Growth, Body Composition, and Lung Function in Prepubertal Children with Cystic Fibrosis Diagnosed by Newborn Screening.

BACKGROUND

Children with cystic fibrosis (CF) are at risk of altered body composition (BC). Newborn screening (NBS) may lead to improved BC outcomes. We investigated BC and its relationship with lung function in prepubertal children diagnosed with CF by NBS. Secondary aims explored predictors of fat-free mass (FFM) and lung function.

METHODS

Thirty-seven screened (non-meconium ileus) children with CF (20 boys) born 2007-2012 had a dual-energy x-ray absorptiometry scan at 5-8 years to determine whole-body (WB) and appendicular BC. Anthropometry was performed and routine spirometry recorded. Results were converted to z-scores, height-adjusted (fat mass index [FMI] and FFM index [FFMI]) and compared with population mean values. Predictors of forced expiratory volume in 1 second (FEV ) were assessed using linear regression.

RESULTS

Height, body mass index (BMI), and FEV were within normal limits, however, weight and BC were significantly low compared with reference data (weight, P = .03; WB FMI, P = .001; WB FFMI, P = .009). Gender differences were detected, with lower appendicular BC in boys and lower weight, BMI, and BC in girls. The association between FEV and WB FFMI (r = 0.38; P = .02) was stronger than with BMI (r = 0.29; P = .08).
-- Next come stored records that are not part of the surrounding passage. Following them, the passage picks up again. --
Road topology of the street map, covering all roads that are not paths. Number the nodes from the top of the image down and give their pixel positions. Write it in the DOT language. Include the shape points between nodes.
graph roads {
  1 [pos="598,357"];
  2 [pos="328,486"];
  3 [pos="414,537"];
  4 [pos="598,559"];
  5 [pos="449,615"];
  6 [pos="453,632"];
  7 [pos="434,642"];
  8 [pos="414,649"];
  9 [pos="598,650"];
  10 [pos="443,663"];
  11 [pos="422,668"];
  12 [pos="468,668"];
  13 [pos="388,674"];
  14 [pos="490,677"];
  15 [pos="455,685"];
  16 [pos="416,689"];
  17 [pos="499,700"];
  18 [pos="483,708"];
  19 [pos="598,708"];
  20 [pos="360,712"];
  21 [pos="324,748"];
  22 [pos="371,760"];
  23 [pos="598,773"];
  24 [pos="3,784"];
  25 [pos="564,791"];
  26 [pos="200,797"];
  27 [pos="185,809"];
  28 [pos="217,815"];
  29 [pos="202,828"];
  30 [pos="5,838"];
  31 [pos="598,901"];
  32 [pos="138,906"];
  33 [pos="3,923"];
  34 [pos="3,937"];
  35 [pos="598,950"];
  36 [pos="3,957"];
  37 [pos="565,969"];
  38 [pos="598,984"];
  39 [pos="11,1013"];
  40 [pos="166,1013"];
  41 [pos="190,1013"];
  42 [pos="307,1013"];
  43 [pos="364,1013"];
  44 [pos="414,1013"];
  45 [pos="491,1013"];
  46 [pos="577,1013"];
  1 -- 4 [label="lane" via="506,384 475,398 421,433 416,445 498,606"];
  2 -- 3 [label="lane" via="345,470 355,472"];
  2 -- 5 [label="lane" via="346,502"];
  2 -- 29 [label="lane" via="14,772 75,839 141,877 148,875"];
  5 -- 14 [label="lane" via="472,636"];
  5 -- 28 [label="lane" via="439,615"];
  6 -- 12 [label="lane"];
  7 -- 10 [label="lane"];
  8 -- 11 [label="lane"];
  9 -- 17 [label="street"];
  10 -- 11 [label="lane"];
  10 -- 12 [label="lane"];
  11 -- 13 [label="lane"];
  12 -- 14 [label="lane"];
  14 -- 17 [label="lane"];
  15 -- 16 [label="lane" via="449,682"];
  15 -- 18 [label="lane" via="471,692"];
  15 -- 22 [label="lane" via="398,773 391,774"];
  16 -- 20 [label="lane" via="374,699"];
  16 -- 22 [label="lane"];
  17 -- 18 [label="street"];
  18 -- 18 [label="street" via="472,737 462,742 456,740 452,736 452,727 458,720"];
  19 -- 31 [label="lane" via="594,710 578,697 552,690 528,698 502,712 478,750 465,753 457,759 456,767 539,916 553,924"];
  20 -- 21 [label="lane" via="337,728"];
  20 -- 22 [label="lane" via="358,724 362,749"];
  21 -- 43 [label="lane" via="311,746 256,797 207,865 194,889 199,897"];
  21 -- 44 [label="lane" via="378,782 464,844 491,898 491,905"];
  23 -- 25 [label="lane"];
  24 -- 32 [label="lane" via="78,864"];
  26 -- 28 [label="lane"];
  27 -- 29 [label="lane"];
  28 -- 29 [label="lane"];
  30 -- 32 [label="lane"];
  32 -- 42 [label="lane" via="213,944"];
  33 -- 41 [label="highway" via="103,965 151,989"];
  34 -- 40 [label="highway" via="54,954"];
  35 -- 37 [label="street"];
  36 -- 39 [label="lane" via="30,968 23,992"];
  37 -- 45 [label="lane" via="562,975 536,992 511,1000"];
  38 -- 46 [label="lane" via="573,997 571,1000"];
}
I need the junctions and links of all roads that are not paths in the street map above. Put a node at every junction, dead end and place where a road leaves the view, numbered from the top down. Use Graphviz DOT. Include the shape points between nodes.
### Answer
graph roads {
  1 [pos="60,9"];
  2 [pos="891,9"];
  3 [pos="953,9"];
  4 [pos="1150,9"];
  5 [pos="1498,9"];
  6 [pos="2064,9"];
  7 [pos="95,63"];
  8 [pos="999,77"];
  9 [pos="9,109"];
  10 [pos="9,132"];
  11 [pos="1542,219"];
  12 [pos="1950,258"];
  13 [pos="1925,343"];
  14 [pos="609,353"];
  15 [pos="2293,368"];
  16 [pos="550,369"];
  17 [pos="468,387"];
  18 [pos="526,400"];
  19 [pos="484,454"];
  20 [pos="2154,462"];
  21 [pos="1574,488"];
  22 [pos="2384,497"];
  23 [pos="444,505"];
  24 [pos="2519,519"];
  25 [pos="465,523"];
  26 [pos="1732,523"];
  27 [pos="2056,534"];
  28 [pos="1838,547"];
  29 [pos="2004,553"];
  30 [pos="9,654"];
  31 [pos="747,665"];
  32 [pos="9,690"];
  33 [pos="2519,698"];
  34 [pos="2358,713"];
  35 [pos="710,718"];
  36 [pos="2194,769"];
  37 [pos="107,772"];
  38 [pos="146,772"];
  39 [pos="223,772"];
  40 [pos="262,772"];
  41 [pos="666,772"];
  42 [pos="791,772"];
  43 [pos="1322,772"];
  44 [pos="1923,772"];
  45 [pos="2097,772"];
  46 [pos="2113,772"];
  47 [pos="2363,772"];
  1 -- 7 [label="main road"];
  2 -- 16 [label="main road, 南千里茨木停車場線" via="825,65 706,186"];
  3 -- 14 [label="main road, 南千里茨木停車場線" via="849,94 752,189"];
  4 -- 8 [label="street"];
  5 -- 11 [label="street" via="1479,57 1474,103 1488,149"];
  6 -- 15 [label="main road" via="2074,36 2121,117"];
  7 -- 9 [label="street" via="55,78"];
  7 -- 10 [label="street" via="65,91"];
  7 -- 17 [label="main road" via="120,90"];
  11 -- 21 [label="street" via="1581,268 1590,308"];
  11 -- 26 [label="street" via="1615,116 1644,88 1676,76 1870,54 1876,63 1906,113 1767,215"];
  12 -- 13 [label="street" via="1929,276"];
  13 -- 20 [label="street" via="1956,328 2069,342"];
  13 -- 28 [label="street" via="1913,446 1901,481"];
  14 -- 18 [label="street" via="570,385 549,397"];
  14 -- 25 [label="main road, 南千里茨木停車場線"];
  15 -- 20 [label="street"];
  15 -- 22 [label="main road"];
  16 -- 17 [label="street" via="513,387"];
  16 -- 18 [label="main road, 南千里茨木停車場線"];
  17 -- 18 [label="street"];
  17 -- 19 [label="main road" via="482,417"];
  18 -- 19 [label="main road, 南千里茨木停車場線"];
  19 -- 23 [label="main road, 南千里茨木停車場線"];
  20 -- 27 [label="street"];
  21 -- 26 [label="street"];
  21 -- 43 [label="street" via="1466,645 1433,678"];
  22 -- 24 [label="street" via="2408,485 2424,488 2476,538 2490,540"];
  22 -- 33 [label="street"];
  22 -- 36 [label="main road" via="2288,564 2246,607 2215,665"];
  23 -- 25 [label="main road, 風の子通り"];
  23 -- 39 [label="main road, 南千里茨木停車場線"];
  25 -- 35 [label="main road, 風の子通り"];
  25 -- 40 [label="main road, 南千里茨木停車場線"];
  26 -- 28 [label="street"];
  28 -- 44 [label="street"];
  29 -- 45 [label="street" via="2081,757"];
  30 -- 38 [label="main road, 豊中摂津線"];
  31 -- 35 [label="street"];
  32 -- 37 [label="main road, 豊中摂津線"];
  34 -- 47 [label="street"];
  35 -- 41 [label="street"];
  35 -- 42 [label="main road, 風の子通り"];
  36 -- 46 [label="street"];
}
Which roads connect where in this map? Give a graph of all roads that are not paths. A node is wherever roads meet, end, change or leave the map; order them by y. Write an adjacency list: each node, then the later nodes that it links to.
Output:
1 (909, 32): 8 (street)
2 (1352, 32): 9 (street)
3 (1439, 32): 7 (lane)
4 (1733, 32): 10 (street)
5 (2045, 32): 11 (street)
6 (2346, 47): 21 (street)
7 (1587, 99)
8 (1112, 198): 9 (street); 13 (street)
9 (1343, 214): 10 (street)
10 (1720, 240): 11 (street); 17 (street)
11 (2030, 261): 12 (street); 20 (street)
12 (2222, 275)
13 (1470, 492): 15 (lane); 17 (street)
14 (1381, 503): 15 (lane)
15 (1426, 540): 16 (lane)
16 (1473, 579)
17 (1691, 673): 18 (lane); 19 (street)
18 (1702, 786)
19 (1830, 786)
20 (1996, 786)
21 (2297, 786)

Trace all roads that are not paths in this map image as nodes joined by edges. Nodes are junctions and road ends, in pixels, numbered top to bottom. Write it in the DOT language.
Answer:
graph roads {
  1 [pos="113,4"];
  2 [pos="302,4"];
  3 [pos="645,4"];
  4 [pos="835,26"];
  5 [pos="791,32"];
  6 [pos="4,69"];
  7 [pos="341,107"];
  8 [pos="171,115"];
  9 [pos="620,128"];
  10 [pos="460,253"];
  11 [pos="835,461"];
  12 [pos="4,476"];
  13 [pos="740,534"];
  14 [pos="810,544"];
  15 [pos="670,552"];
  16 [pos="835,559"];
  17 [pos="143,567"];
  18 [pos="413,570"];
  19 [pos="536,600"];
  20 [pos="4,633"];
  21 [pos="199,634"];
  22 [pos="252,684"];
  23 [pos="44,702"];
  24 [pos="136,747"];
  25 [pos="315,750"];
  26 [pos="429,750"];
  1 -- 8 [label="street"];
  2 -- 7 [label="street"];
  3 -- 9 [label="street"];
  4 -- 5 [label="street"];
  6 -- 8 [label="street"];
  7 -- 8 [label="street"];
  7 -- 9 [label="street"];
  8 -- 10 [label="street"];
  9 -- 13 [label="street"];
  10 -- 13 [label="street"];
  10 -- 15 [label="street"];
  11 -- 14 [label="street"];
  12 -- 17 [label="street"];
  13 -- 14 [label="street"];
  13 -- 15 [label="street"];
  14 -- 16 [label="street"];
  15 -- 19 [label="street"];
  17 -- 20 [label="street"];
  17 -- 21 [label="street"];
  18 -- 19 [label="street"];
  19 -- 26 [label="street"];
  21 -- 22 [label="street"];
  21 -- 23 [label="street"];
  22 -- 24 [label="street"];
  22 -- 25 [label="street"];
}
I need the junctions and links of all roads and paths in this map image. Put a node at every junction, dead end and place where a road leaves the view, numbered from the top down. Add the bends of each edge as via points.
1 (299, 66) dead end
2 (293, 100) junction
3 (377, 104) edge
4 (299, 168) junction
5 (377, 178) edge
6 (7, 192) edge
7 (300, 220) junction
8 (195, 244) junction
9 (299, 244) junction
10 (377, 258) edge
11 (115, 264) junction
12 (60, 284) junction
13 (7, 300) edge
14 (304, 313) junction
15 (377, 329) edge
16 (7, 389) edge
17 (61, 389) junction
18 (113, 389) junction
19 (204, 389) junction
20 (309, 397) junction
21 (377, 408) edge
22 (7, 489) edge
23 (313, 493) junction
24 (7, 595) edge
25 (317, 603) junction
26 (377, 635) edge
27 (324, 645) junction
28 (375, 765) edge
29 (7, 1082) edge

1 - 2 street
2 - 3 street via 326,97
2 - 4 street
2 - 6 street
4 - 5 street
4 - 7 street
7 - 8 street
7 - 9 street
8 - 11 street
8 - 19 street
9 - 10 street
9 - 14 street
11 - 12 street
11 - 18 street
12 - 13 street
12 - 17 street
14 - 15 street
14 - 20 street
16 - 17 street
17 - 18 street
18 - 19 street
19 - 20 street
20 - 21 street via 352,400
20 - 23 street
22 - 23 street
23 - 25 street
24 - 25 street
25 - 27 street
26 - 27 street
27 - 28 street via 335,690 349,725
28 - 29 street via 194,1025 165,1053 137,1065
WB FFMI was the only significant predictor of FEV in a multivariable model (95% CI, 0.11-0.99; P = .016).

CONCLUSION

In this NBS CF population, gender differences in growth and BC were apparent despite preserved lung function. These results support BC assessment in prepubertal children, particularly girls, with an opportunity to direct interventions to optimize FFM.